4. The contention, however, is that the major transactions which the petitioner had during the assessment years in question are covered by the contract of service referred to above dated 28th October, 1964. On a perusal of the terms of the contract, it is clear that the petitioner undertook to quarry the mine over which the company had the right to operate by virtue of the mining lease obtained by the company from the appropriate authority and such operation, which also led to the transport of the limestone won from the quarry is nothing but a service rendered by a contractor to a principal for consideration. The learned Government Pleader, however, would state that the overall impression gained in this case did not support the contention. I am unable to agree. If the agreement is read as a whole and its terms understood in the real perspective, then it is undeniable that the agreement reflects only a contract of service under which the petitioner has undertaken to quarry, win, transport and deliver limestone quarried to the company, at the places or to the persons nominated by the company. In these circumstances, the contract in question cannot be said to project a case where the dealings between the contractor and the company are equated to sales of goods by the petitioner to the said company. In the absence of sales there is no sales tax.

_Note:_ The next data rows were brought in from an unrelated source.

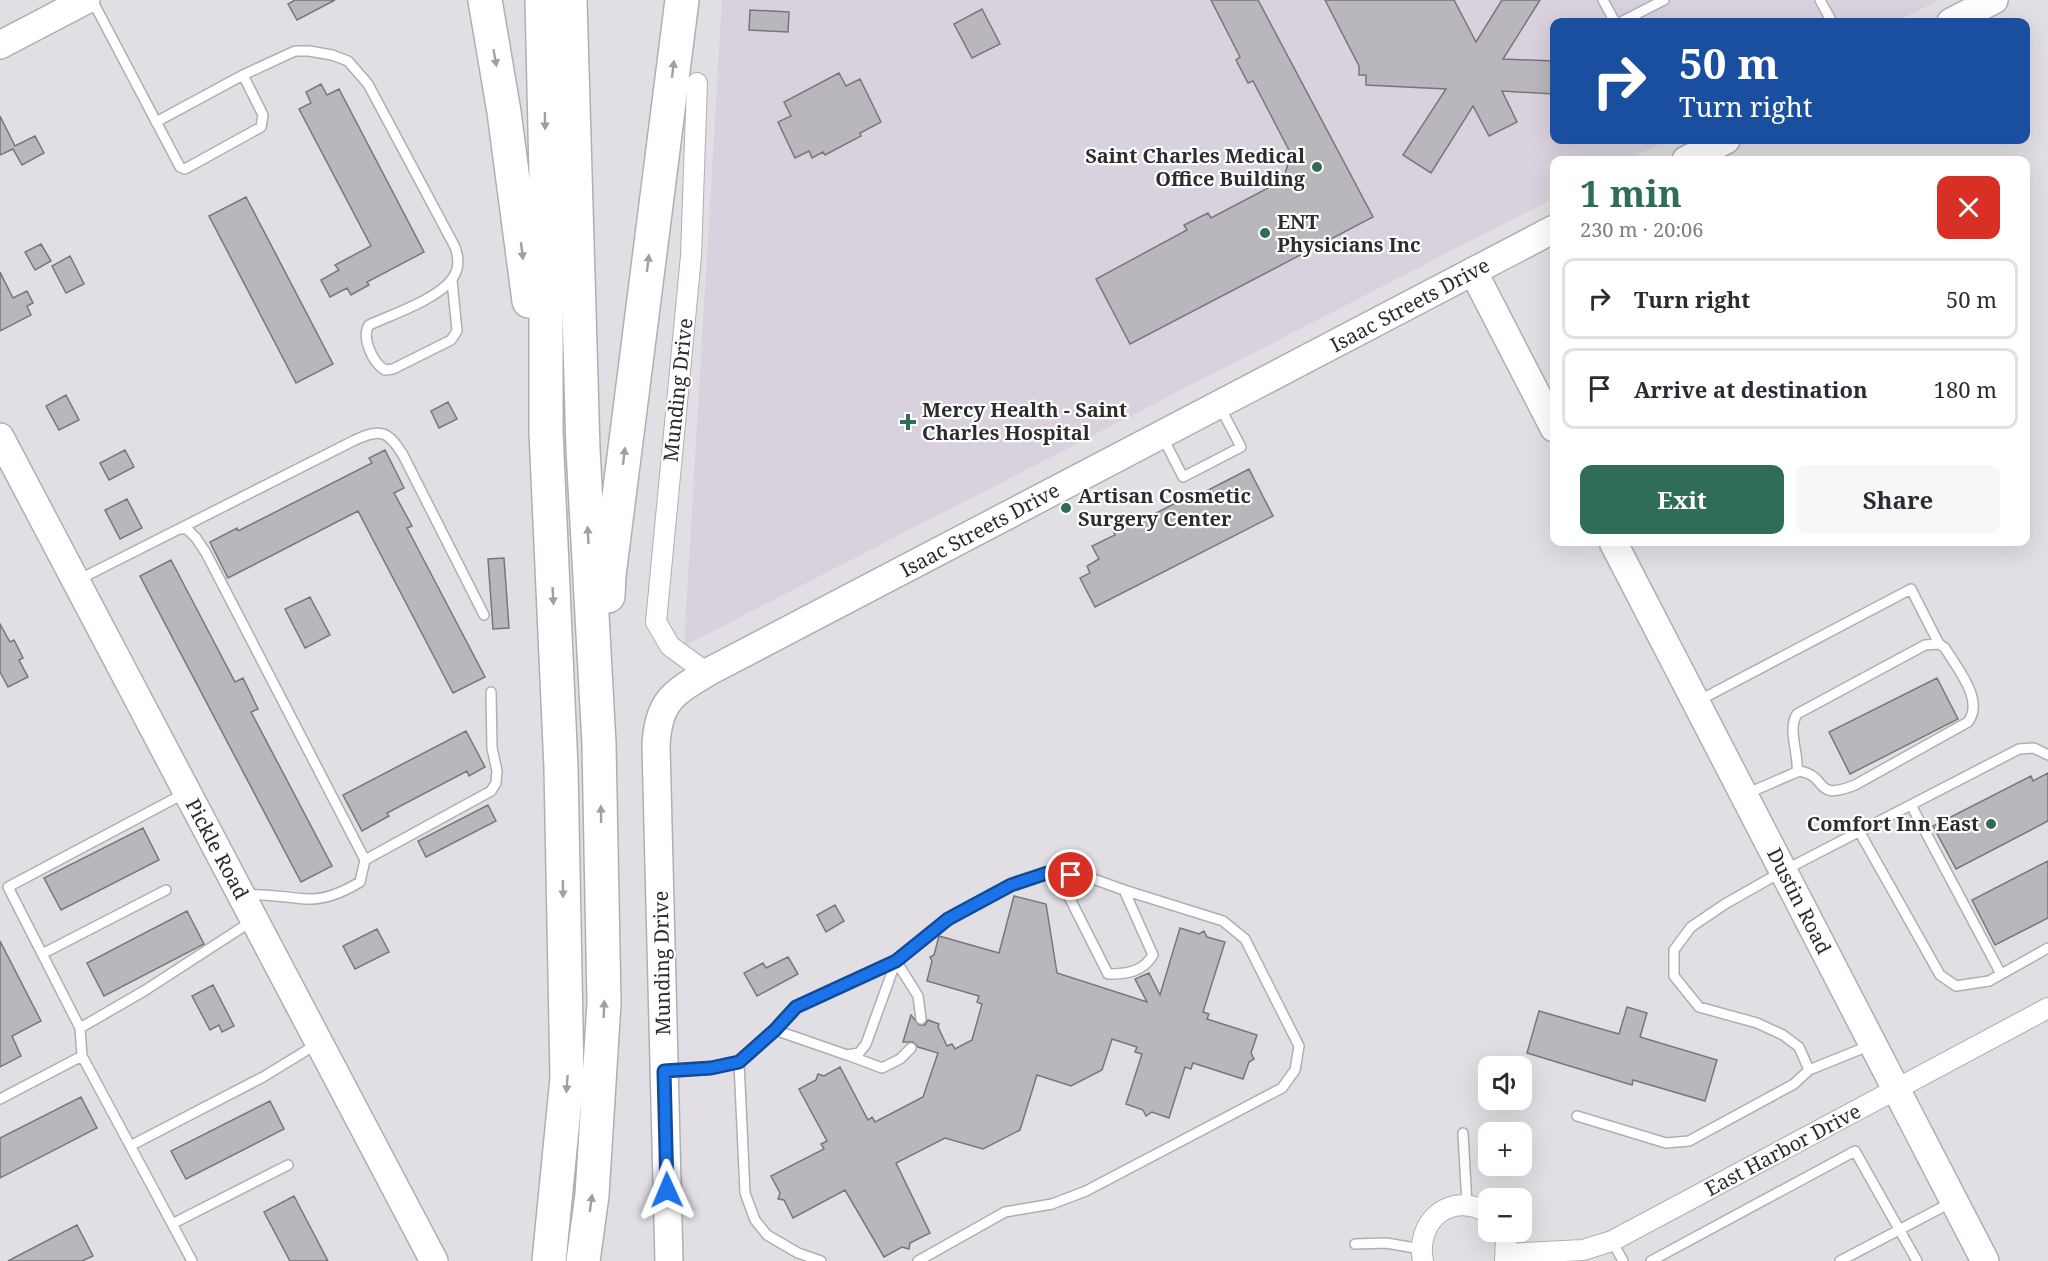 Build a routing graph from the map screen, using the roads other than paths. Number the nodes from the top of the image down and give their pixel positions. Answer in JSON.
{"nodes":[{"id":1,"x":86,"y":0,"type":"edge"},
{"id":2,"x":92,"y":0,"type":"edge"},
{"id":3,"x":485,"y":0,"type":"edge"},
{"id":4,"x":542,"y":0,"type":"edge"},
{"id":5,"x":570,"y":0,"type":"edge"},
{"id":6,"x":682,"y":0,"type":"edge"},
{"id":7,"x":1604,"y":0,"type":"edge"},
{"id":8,"x":1664,"y":0,"type":"edge"},
{"id":9,"x":1820,"y":0,"type":"edge"},
{"id":10,"x":1994,"y":0,"type":"edge"},
{"id":11,"x":1613,"y":18,"type":"edge"},
{"id":12,"x":1628,"y":18,"type":"edge"},
{"id":13,"x":1830,"y":18,"type":"edge"},
{"id":14,"x":1959,"y":18,"type":"edge"},
{"id":15,"x":0,"y":45,"type":"edge"},
{"id":16,"x":243,"y":75,"type":"junction"},
{"id":17,"x":697,"y":83,"type":"dead end"},
{"id":18,"x":156,"y":122,"type":"junction"},
{"id":19,"x":1718,"y":144,"type":"edge"},
{"id":20,"x":1694,"y":156,"type":"edge"},
{"id":21,"x":1550,"y":231,"type":"edge"},
{"id":22,"x":1473,"y":271,"type":"junction"},
{"id":23,"x":452,"y":280,"type":"junction"},
{"id":24,"x":1219,"y":405,"type":"junction"},
{"id":25,"x":1550,"y":420,"type":"edge"},
{"id":26,"x":546,"y":432,"type":"junction"},
{"id":27,"x":1161,"y":435,"type":"junction"},
{"id":28,"x":0,"y":436,"type":"edge"},
{"id":29,"x":180,"y":529,"type":"junction"},
{"id":30,"x":1614,"y":546,"type":"edge"},
{"id":31,"x":76,"y":581,"type":"junction"},
{"id":32,"x":484,"y":615,"type":"dead end"},
{"id":33,"x":1939,"y":644,"type":"junction"},
{"id":34,"x":708,"y":673,"type":"junction"},
{"id":35,"x":491,"y":692,"type":"dead end"},
{"id":36,"x":1696,"y":702,"type":"junction"},
{"id":37,"x":665,"y":703,"type":"joint"},
{"id":38,"x":599,"y":744,"type":"junction"},
{"id":39,"x":2048,"y":755,"type":"edge"},
{"id":40,"x":1797,"y":771,"type":"junction"},
{"id":41,"x":187,"y":792,"type":"junction"},
{"id":42,"x":1743,"y":795,"type":"junction"},
{"id":43,"x":1911,"y":805,"type":"junction"},
{"id":44,"x":1859,"y":831,"type":"junction"},
{"id":45,"x":365,"y":860,"type":"junction"},
{"id":46,"x":1783,"y":871,"type":"junction"},
{"id":47,"x":1057,"y":873,"type":"junction"},
{"id":48,"x":166,"y":890,"type":"dead end"},
{"id":49,"x":1124,"y":890,"type":"junction"},
{"id":50,"x":241,"y":895,"type":"junction"},
{"id":51,"x":254,"y":920,"type":"junction"},
{"id":52,"x":2048,"y":948,"type":"edge"},
{"id":53,"x":42,"y":954,"type":"junction"},
{"id":54,"x":896,"y":961,"type":"junction"},
{"id":55,"x":2001,"y":974,"type":"junction"},
{"id":56,"x":2048,"y":1008,"type":"edge"},
{"id":57,"x":921,"y":1019,"type":"dead end"},
{"id":58,"x":80,"y":1028,"type":"junction"},
{"id":59,"x":775,"y":1030,"type":"junction"},
{"id":60,"x":319,"y":1043,"type":"junction"},
{"id":61,"x":1872,"y":1044,"type":"junction"},
{"id":62,"x":911,"y":1048,"type":"dead end"},
{"id":63,"x":847,"y":1055,"type":"junction"},
{"id":64,"x":82,"y":1056,"type":"junction"},
{"id":65,"x":739,"y":1062,"type":"junction"},
{"id":66,"x":1809,"y":1070,"type":"junction"},
{"id":67,"x":664,"y":1071,"type":"junction"},
{"id":68,"x":1896,"y":1089,"type":"junction"},
{"id":69,"x":0,"y":1099,"type":"edge"},
{"id":70,"x":1577,"y":1116,"type":"dead end"},
{"id":71,"x":1463,"y":1133,"type":"dead end"},
{"id":72,"x":130,"y":1146,"type":"junction"},
{"id":73,"x":288,"y":1165,"type":"dead end"},
{"id":74,"x":1954,"y":1201,"type":"junction"},
{"id":75,"x":1467,"y":1205,"type":"junction"},
{"id":76,"x":1478,"y":1209,"type":"edge"},
{"id":77,"x":172,"y":1224,"type":"junction"},
{"id":78,"x":1900,"y":1229,"type":"junction"},
{"id":79,"x":1612,"y":1241,"type":"junction"},
{"id":80,"x":1506,"y":1242,"type":"edge"},
{"id":81,"x":1355,"y":1244,"type":"dead end"},
{"id":82,"x":1422,"y":1255,"type":"edge"},
{"id":83,"x":1506,"y":1258,"type":"edge"},
{"id":84,"x":192,"y":1261,"type":"edge"},
{"id":85,"x":434,"y":1261,"type":"edge"},
{"id":86,"x":549,"y":1261,"type":"edge"},
{"id":87,"x":583,"y":1261,"type":"edge"},
{"id":88,"x":669,"y":1261,"type":"edge"},
{"id":89,"x":821,"y":1261,"type":"edge"},
{"id":90,"x":918,"y":1261,"type":"edge"},
{"id":91,"x":1623,"y":1261,"type":"edge"},
{"id":92,"x":1651,"y":1261,"type":"edge"},
{"id":93,"x":1840,"y":1261,"type":"edge"},
{"id":94,"x":1917,"y":1261,"type":"edge"},
{"id":95,"x":1985,"y":1261,"type":"edge"}],
"edges":[{"from":1,"to":15,"type":"street"},
{"from":2,"to":18,"type":"lane"},
{"from":3,"to":26,"type":"highway","one_way":true},
{"from":4,"to":26,"type":"highway","one_way":true},
{"from":38,"to":5,"type":"highway","one_way":true},
{"from":38,"to":6,"type":"highway","one_way":true},
{"from":7,"to":11,"type":"lane"},
{"from":8,"to":12,"type":"lane"},
{"from":9,"to":13,"type":"lane"},
{"from":10,"to":14,"type":"street"},
{"from":16,"to":18,"type":"lane"},
{"from":16,"to":18,"type":"lane"},
{"from":16,"to":23,"type":"lane"},
{"from":17,"to":34,"type":"street","name":"Munding Drive"},
{"from":19,"to":20,"type":"street"},
{"from":21,"to":22,"type":"street","name":"Isaac Streets Drive"},
{"from":22,"to":24,"type":"street","name":"Isaac Streets Drive"},
{"from":22,"to":25,"type":"street"},
{"from":23,"to":23,"type":"lane"},
{"from":24,"to":27,"type":"street","name":"Isaac Streets Drive"},
{"from":24,"to":27,"type":"lane"},
{"from":26,"to":86,"type":"highway","one_way":true},
{"from":27,"to":34,"type":"street","name":"Isaac Streets Drive"},
{"from":28,"to":31,"type":"street","name":"Pickle Road"},
{"from":29,"to":31,"type":"lane"},
{"from":29,"to":32,"type":"lane"},
{"from":29,"to":45,"type":"lane"},
{"from":30,"to":36,"type":"street","name":"Dustin Road"},
{"from":31,"to":41,"type":"street","name":"Pickle Road"},
{"from":33,"to":36,"type":"lane"},
{"from":33,"to":40,"type":"lane"},
{"from":33,"to":40,"type":"lane"},
{"from":34,"to":37,"type":"street","name":"Isaac Streets Drive"},
{"from":35,"to":45,"type":"lane"},
{"from":36,"to":42,"type":"street","name":"Dustin Road"},
{"from":37,"to":67,"type":"street","name":"Munding Drive"},
{"from":87,"to":38,"type":"highway","one_way":true},
{"from":39,"to":43,"type":"lane"},
{"from":40,"to":42,"type":"lane"},
{"from":41,"to":50,"type":"street","name":"Pickle Road"},
{"from":41,"to":53,"type":"lane"},
{"from":42,"to":46,"type":"street","name":"Dustin Road"},
{"from":43,"to":44,"type":"lane"},
{"from":43,"to":55,"type":"lane"},
{"from":44,"to":46,"type":"lane"},
{"from":44,"to":55,"type":"lane"},
{"from":45,"to":50,"type":"lane"},
{"from":46,"to":61,"type":"street","name":"Dustin Road"},
{"from":46,"to":66,"type":"lane"},
{"from":47,"to":49,"type":"lane"},
{"from":47,"to":49,"type":"lane"},
{"from":47,"to":54,"type":"lane"},
{"from":48,"to":53,"type":"lane"},
{"from":49,"to":90,"type":"lane"},
{"from":50,"to":51,"type":"street","name":"Pickle Road"},
{"from":51,"to":58,"type":"lane"},
{"from":51,"to":60,"type":"street","name":"Pickle Road"},
{"from":52,"to":55,"type":"lane"},
{"from":53,"to":58,"type":"lane"},
{"from":54,"to":57,"type":"lane"},
{"from":54,"to":59,"type":"lane"},
{"from":54,"to":63,"type":"lane"},
{"from":56,"to":68,"type":"street","name":"East Harbor Drive"},
{"from":58,"to":64,"type":"lane"},
{"from":59,"to":63,"type":"lane"},
{"from":59,"to":65,"type":"lane"},
{"from":60,"to":72,"type":"lane"},
{"from":60,"to":85,"type":"street","name":"Pickle Road"},
{"from":61,"to":66,"type":"lane"},
{"from":61,"to":68,"type":"street","name":"Dustin Road"},
{"from":62,"to":63,"type":"lane"},
{"from":64,"to":69,"type":"lane"},
{"from":64,"to":72,"type":"lane"},
{"from":65,"to":67,"type":"lane"},
{"from":65,"to":89,"type":"lane"},
{"from":66,"to":70,"type":"lane"},
{"from":67,"to":88,"type":"street","name":"Munding Drive"},
{"from":68,"to":74,"type":"street","name":"Dustin Road"},
{"from":68,"to":79,"type":"street","name":"East Harbor Drive"},
{"from":71,"to":75,"type":"lane"},
{"from":72,"to":77,"type":"lane"},
{"from":73,"to":77,"type":"lane"},
{"from":74,"to":78,"type":"lane"},
{"from":74,"to":95,"type":"street","name":"Dustin Road"},
{"from":75,"to":76,"type":"street"},
{"from":75,"to":82,"type":"street"},
{"from":77,"to":84,"type":"lane"},
{"from":78,"to":92,"type":"lane"},
{"from":78,"to":93,"type":"lane"},
{"from":78,"to":94,"type":"lane"},
{"from":79,"to":83,"type":"street","name":"East Harbor Drive"},
{"from":79,"to":91,"type":"lane"},
{"from":80,"to":83,"type":"street"},
{"from":81,"to":82,"type":"lane"}]}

5. In so far as the dealings between the petitioner and the company relate and are attributable to the contract referred to above, they cannot be included in the assessable turnover of the petitioner. They have to be, therefore, excluded; but as regards the supply of limestone by the petitioner to the company from a source other than the mine which is the subject-matter of the agreement, then it undoubtedly reflects a relationship of seller and buyer. But these transactions have to be separated from the orders impugned and dealt with accordingly. That cannot be undertaken by this Court exercising jurisdiction under Article 226 of the Constitution.

6. As in the main, the petitioner succeeds in his contention, that the major portion of the dealings which are referred to in the orders impugned cannot be included in the assessable turnover, as in fact lump sums are received by the petitioner as consideration for the execution of the contract of labour, this has to be separated and on such separation they have to be excluded from the taxable turnover. As regards the other part of the turnover the matter has to be still investigated by the assessing authority, whether they relate to supply of stone from the mine or not.

7. In this light, the rule nisi is made absolute subject however to this direction that the matters will be remitted back to the assessing authority for a rescrutiny of the subject-matter and the assessable turnover determined in accordance with law and in the light of this judgment. The writ petitions are allowed. There will be no order as to costs.